Bonus, a shepherd mix, is the focus of the audience choice winner at the Doggie Shorts: A Furry Film Festival at the Loft Cinema.

“Bonus,” a film about an adopted shepherd mix who “wasn’t perfect,” won the audience choice award at the inaugural Doggie Shorts: A Furry Film Festival at the Loft Cinema on Saturday.

Five locally produced films were selected to be shown at the event, which benefited Handi-Dogs Inc., a Tucson-based nonprofit that has helped people with disabilities gain independence and self-esteem by assisting them to train their own dogs to be their service, therapy or well-mannered pet dogs.

“I was very pleased and thrilled particularly because it was a sold-out crowd,” said William Hoffacker, who received a year’s pass to the Loft Cinema for the win. “To know that many people saw my work and liked it and voted for it was very validating.”

His nearly 4-minute film tells the story of Kim Stoll and the dog she adopted several years ago from the Humane Society of Southern Arizona.

“I thought it was a fabulous film,” said JoAnn Turnbull, Handi-Dogs president. “It really told a beautiful story about a rescue dog who needed extra help — and a loving, responsible person who took care of their dog.”

Hoffacker, an administrative assistant at Arizona Public Media, went to college with Stoll and the two have been friends six or seven years. Both are active in animal rescue. When they heard about the new shorts festival from a Bridge Rescue for Dogs volunteer they decided to make a film. She wrote about her experience with Bonus, while Hoffacker shot footage at her home.
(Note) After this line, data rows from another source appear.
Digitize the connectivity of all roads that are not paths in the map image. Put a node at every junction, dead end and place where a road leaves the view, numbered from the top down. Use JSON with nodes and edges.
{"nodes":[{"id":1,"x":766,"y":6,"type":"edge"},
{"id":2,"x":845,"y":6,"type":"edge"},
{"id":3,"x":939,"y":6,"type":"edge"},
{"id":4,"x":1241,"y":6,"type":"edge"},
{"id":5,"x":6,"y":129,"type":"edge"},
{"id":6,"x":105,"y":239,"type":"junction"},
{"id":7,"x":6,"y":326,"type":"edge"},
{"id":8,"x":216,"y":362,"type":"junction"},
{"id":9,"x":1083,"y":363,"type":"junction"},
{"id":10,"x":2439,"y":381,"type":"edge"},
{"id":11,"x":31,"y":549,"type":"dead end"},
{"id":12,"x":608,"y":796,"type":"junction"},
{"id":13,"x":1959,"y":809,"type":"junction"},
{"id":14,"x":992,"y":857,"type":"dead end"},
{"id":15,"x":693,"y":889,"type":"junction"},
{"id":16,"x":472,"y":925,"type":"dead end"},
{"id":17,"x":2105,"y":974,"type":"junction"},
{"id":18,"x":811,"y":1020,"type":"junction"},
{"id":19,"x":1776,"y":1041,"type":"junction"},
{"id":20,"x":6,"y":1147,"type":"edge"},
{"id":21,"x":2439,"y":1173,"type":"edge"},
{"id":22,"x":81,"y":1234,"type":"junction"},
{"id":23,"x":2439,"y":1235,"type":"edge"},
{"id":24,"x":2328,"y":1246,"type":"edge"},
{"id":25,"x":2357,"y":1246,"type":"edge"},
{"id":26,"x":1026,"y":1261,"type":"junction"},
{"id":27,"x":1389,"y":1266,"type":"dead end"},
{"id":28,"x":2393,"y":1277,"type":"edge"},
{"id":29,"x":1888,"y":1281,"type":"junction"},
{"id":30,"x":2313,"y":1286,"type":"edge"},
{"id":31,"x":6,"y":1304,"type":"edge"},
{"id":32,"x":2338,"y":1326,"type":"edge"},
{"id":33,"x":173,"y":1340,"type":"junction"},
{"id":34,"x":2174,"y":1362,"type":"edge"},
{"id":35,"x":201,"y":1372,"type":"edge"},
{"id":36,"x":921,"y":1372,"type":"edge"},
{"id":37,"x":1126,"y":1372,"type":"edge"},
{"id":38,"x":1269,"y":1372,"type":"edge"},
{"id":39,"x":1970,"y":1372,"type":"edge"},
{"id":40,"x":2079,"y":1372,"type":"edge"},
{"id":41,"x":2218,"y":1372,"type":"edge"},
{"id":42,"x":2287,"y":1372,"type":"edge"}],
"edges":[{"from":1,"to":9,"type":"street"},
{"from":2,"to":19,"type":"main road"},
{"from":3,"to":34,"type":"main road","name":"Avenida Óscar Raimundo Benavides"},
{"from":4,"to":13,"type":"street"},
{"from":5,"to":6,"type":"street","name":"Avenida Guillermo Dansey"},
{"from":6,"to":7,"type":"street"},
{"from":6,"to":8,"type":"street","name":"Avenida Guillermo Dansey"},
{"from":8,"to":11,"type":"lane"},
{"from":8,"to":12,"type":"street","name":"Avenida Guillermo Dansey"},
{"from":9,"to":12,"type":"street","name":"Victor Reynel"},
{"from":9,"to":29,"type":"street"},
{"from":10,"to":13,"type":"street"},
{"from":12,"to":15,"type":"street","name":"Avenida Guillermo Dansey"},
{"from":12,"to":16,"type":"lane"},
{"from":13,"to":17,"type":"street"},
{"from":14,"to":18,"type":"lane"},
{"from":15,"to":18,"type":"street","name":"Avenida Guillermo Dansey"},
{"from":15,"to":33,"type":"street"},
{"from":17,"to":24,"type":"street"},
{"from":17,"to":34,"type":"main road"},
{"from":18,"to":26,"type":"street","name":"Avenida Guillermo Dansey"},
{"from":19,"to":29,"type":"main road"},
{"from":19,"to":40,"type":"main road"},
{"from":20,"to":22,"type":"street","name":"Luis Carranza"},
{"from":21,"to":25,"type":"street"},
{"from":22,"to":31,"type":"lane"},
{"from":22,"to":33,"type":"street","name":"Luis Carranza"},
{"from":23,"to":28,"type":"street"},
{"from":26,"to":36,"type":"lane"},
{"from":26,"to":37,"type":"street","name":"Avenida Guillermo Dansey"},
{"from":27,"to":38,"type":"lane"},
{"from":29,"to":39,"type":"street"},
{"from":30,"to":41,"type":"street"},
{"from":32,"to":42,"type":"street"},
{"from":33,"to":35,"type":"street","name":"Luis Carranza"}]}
Stoll, who has since adopted two other dogs, said Bonus was initially severely under socialized and easily overwhelmed. In addition, what Stoll was told was mild hip dysplasia was actually severe. “The options were expensive. I remember being sort of angry at the shelter, thinking, how could they have called this mild? I felt duped, but he was my dog now,” she says in the film.

Stoll started a GoFundMe campaign, hoping to raise $1,800 for his surgery. She woke the next morning to find the fund had already raised $1,985 — mostly from her peers — grad students and people right out of college.

While the first few weeks after the surgery were agonizing — Bonus was scared, in pain and reluctant to walk in a sling — the film shows him more recently navigating an agility course.

“People give up on dogs all of the time,” Stoll says in the voiceover at the end of the film. “They treat them like appliances, like something returnable for a refund when there should be commitment and accountability, hard work and patience. You get a dog you figure out how to care for it and it changes your life.”

Hoffacker said he was interested in taking part in next year’s festival, in addition to First Friday Shorts, the Loft Cinema’s monthly film contest.

“There’s no shortage of great stories and great people willing to tell those stories,” he said.